As President Barack Obama's Administration wrestles with the treat of a nuclear Iran, perhaps it's a good idea for him and his national security staff to review mistakes committed in the past.
He said
A perfect example of a mistake, was the transfer of classified data to Iran. The data transfer was personally approved by then-President Clinton and the CIA deliberately gave Iranian physicists blueprints for part of a nuclear bomb that likely helped Tehran advance its nuclear weapons development program.
The CIA, using a double-agent Russian scientist, handed a blueprint for a nuclear bomb to Iran, according to a new book, State of War by James Risen, the New York Times reporter, claims the plans contained fatal flaws designed to derail Tehran's nuclear drive.
But the deliberate errors were so rudimentary they would have been easily fixed by sophisticated Russian nuclear scientists, the book said.
The operation, which took place during the Clinton administration in early 2000, was code named Operation Merlin and "may have been one of the most reckless operations in the modern history of the CIA," according to Risen.

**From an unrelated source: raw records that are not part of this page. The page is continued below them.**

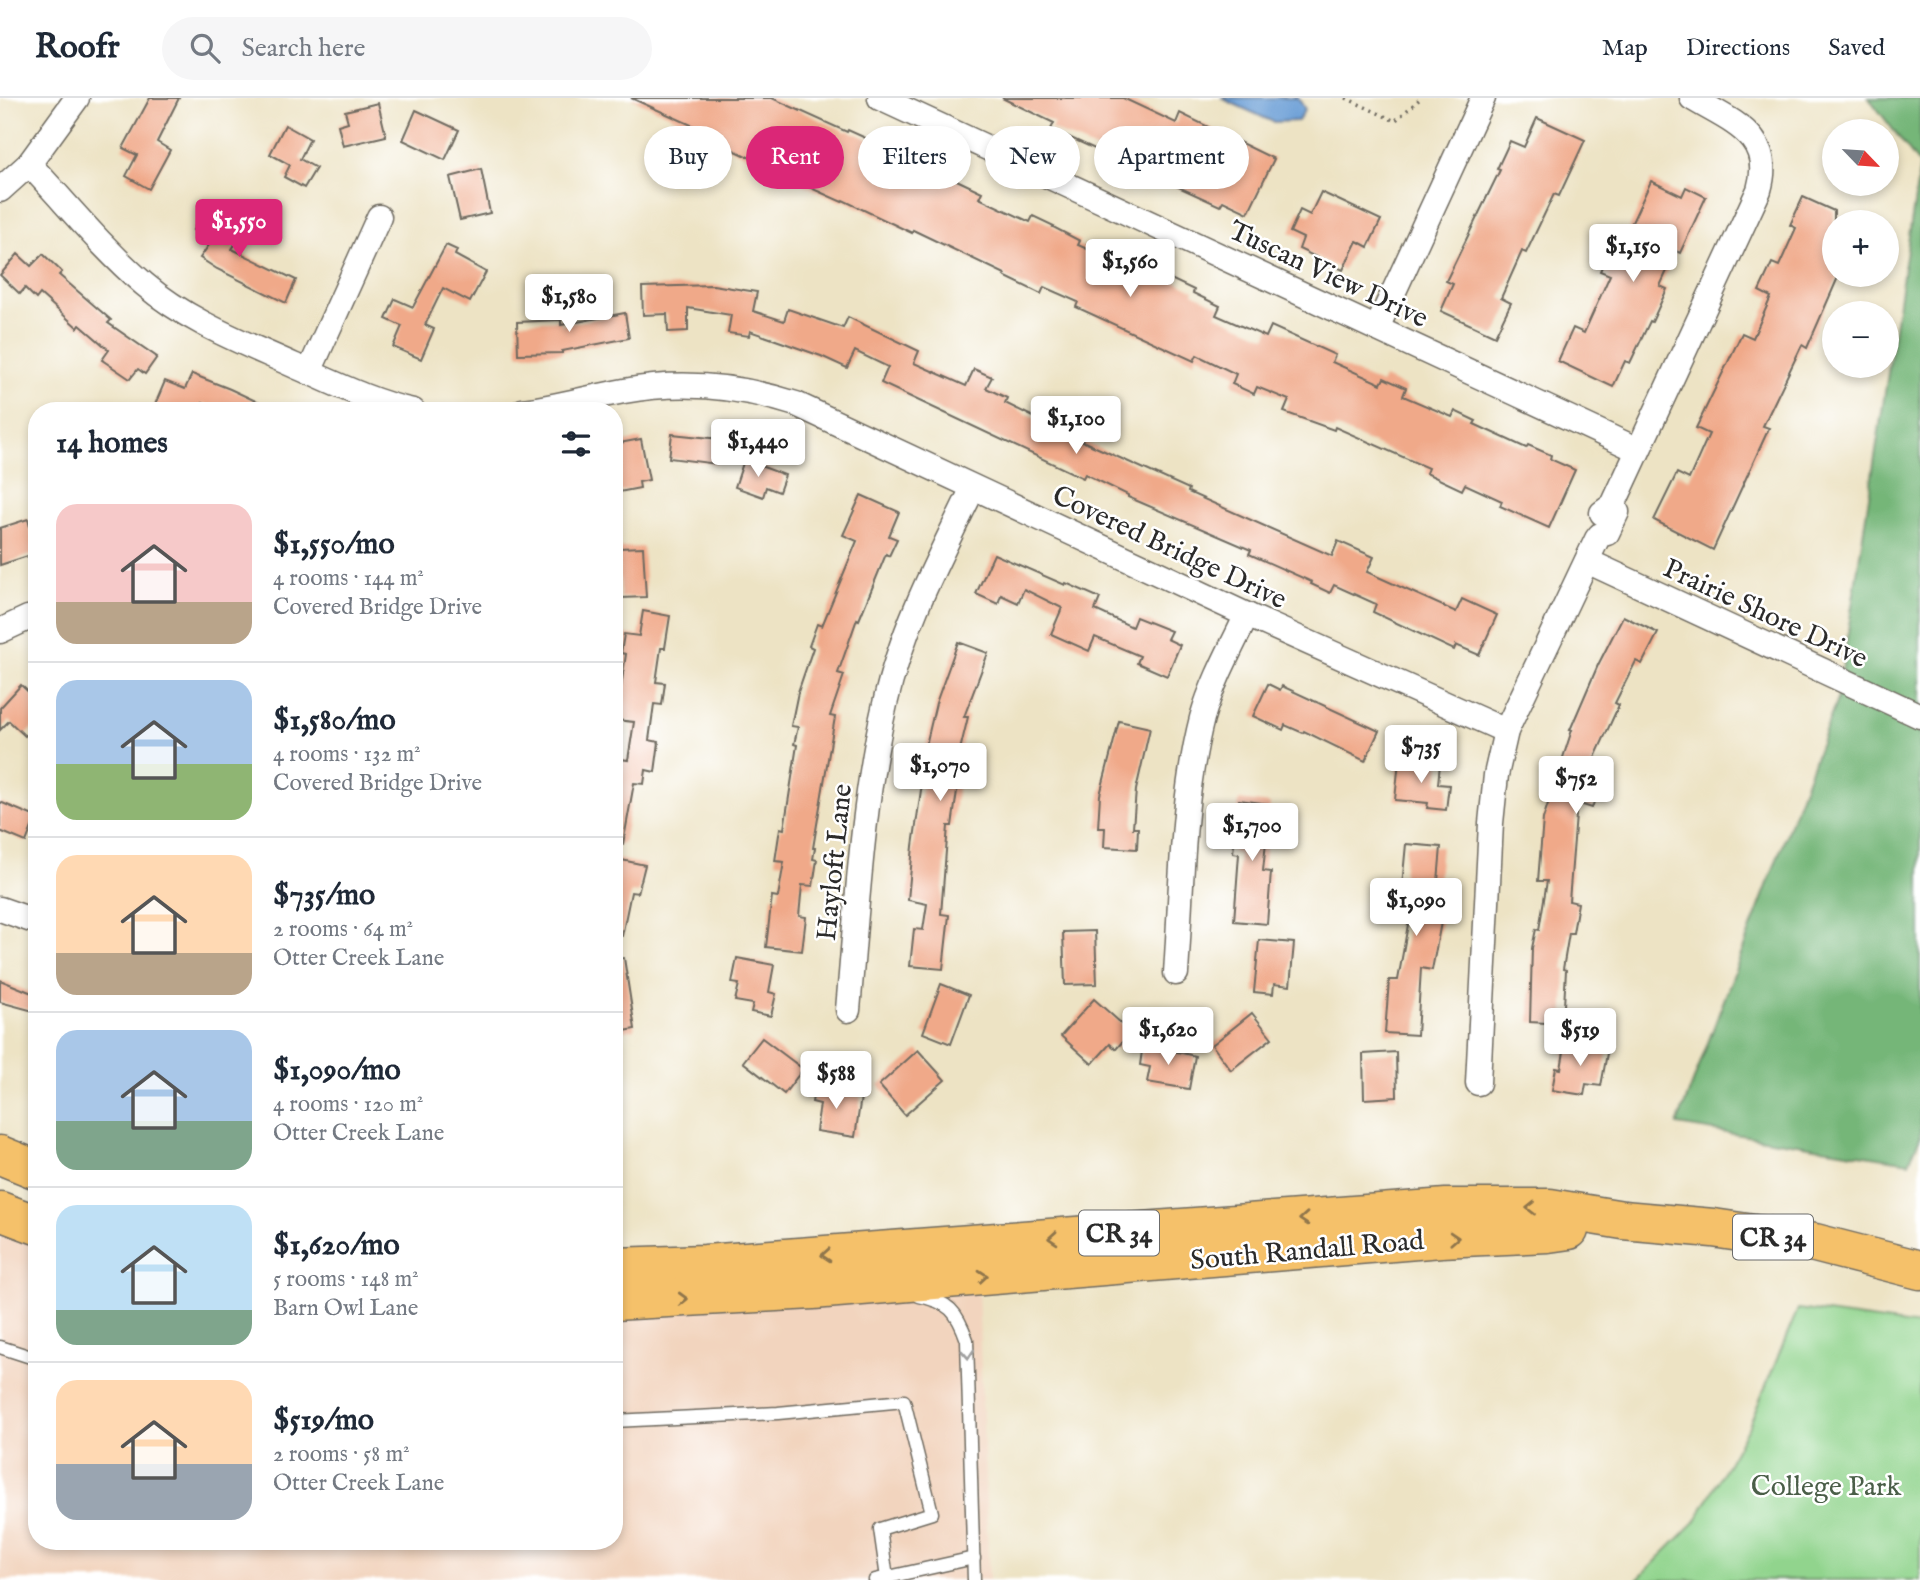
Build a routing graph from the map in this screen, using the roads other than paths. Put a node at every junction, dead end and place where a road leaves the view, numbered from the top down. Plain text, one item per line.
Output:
1 (78, 98) edge
2 (880, 98) edge
3 (1483, 98) edge
4 (1692, 98) edge
5 (29, 164) junction
6 (0, 190) edge
7 (379, 217) dead end
8 (1377, 328) junction
9 (309, 372) junction
10 (381, 402) edge
11 (573, 402) edge
12 (1638, 450) junction
13 (973, 488) junction
14 (1587, 561) junction
15 (1247, 615) junction
16 (28, 618) edge
17 (0, 631) edge
18 (1920, 716) edge
19 (1506, 731) junction
20 (0, 909) edge
21 (28, 919) edge
22 (1176, 972) dead end
23 (848, 1010) dead end
24 (1478, 1083) dead end
25 (0, 1155) edge
26 (28, 1166) edge
27 (1623, 1220) junction
28 (623, 1267) edge
29 (1920, 1270) edge
30 (813, 1290) junction
31 (623, 1301) edge
32 (0, 1347) edge
33 (28, 1356) edge
34 (623, 1421) edge
35 (974, 1558) junction
36 (881, 1579) edge
37 (974, 1580) edge

1 - 5 street
2 - 8 street, Tuscan View Drive
3 - 8 street
4 - 12 street
5 - 6 street
5 - 9 street
7 - 9 street
8 - 12 street, Tuscan View Drive
9 - 10 street
11 - 13 street, Covered Bridge Drive
12 - 14 street
13 - 15 street, Covered Bridge Drive
13 - 23 street, Hayloft Lane
14 - 18 street, Prairie Shore Drive
14 - 19 street
15 - 19 street, Covered Bridge Drive
15 - 22 street
16 - 17 street
19 - 24 street
20 - 21 street
25 - 26 main road
27 -> 28 main road, South Randall Road / CR 34
27 - 29 main road, South Randall Road / CR 34
30 -> 27 main road, South Randall Road / CR 34
31 -> 30 main road, South Randall Road / CR 34
30 -> 35 lane
32 - 33 lane
34 - 36 lane
35 - 36 lane
35 - 37 lane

It called for the unnamed scientist, a defector from the Soviet nuclear program, to offer Iran the blueprint for a "firing set" -- the intricate mechanism which triggers the chain reaction needed for a nuclear explosion.
He had been told by CIA officers that the Iranians already had the technology detailed in the plans and that the ruse was simply an attempt by the agency to find out the full scope of Tehran's nuclear knowledge.
But, contrary to orders not to open the packet, he added a note which made it clear he could help fix the flaws for money.
Risen states in his book, "It's not clear who originally came up with the idea, but the plan [to give Tehran nuclear blueprints] was first approved by Clinton." This is just another chapter in the Bill Clinton saga of giving weapons technology to enemies of the United States. He's provided missile technology to the Chinese, which increased the accuracy of their ballistic missiles, and he provided nuclear technology to the North Koreans that eventually enabled them to develop nuclear weapons.
Risen said the Clinton-approved plan ended up handing Tehran "one of the greatest engineering secrets in the world, providing the solution to one of a handful of problems that separated nuclear powers such as the United States and Russia from rogue countries such as Iran that were desperate to join the nuclear club but had so far fallen short."
Ironically, Risen's own newspaper, the New York Times, has declined to cover Mr. Clinton's Iranian nuclear debacle -- concentrating instead on his book's dubious claims that the National Security Agency was first authorized to commence domestic wiretapping by President Bush, according to NewsMax and talk host Levin.
"Don't hold your breath waiting for the elite media to create a frenzy over this story. They will never hurt either Clinton -- Bill or Hillary -- with such a damning report," says former intelligence officer Sid Francis.